What issues and ideas are on the horizon, emerging as central for this movement within Canada?

  • There is a growing concern about the capacity of the third sector to sustain a meaningful role in place-based policy and community development. While the sector is universally recognized as a critical partner in these processes, this attention is not matched by investments in the sector’s capacity for researching, networking, representation, and advocacy. This situation is not viable, and could threaten the whole agenda.
  • With the shift from Liberal to Conservative government in Canada, there is a need to position the place-based communities agenda to speak to the Conservative model of “open federalism.” (It was well-positioned to speak to the Liberal’s New Deal vision of “multi-level governance.”) Will the Conservative talk of “fiscal balance” extend to support for community development through municipalities and third-sector organizations?
  • The environment is another key issue, and must be front and centre in the communities agenda moving forward. How can we use our knowledge, networks, and capacities to fully engage with the environmental agenda? Sustainable countries depend on sustainable cities.
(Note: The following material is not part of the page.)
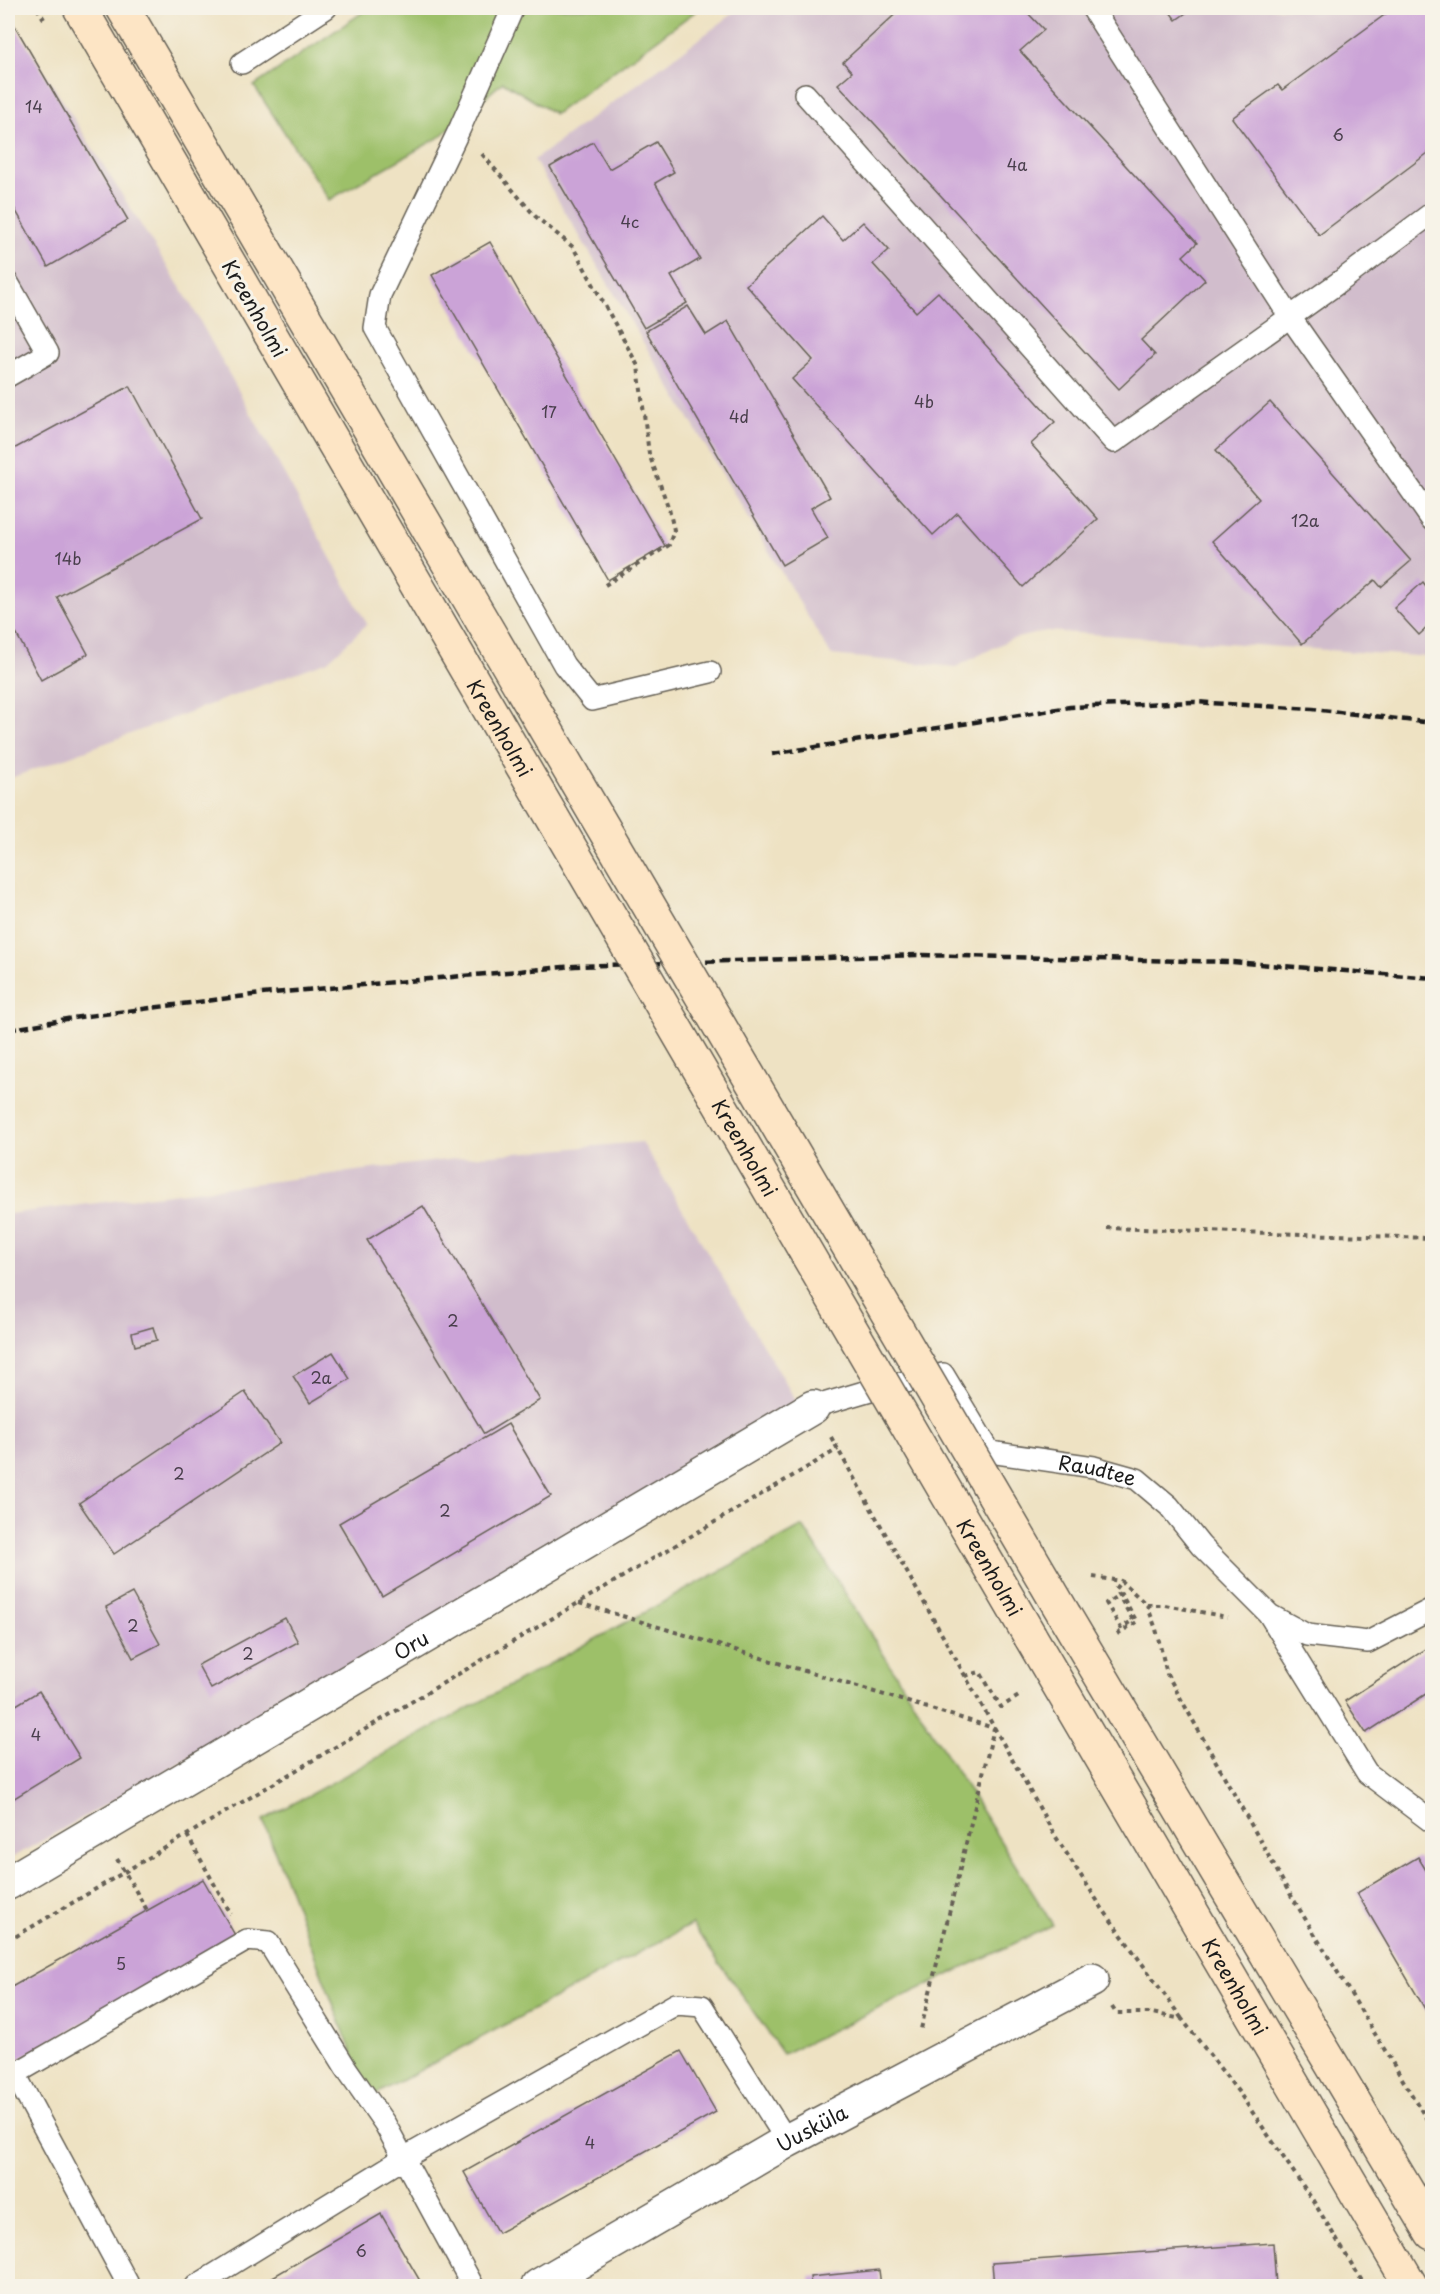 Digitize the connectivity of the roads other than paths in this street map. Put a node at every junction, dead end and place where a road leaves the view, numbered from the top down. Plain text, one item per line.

    The urban-rural divide is particularly key in Canada: what can the place-based approach deliver in terms of community building in both distressed city neighbourhoods and struggling remote or rural communities? What positive synergies exist between these different kinds of places that can be developed further?

We need to consider new governance arrangements for sharing knowledge and experience about social innovations – what think tanks in the United Kingdom are calling a “Social Silicon Valley.”

  • We need ways of tracking innovations to meet social needs across a host of priorities, such as poverty, the environment, child development, budgeting, and so on. In a sprawling, decentralized federation like Canada, we need to think this issue through, and develop an institutional locus for such shared learning.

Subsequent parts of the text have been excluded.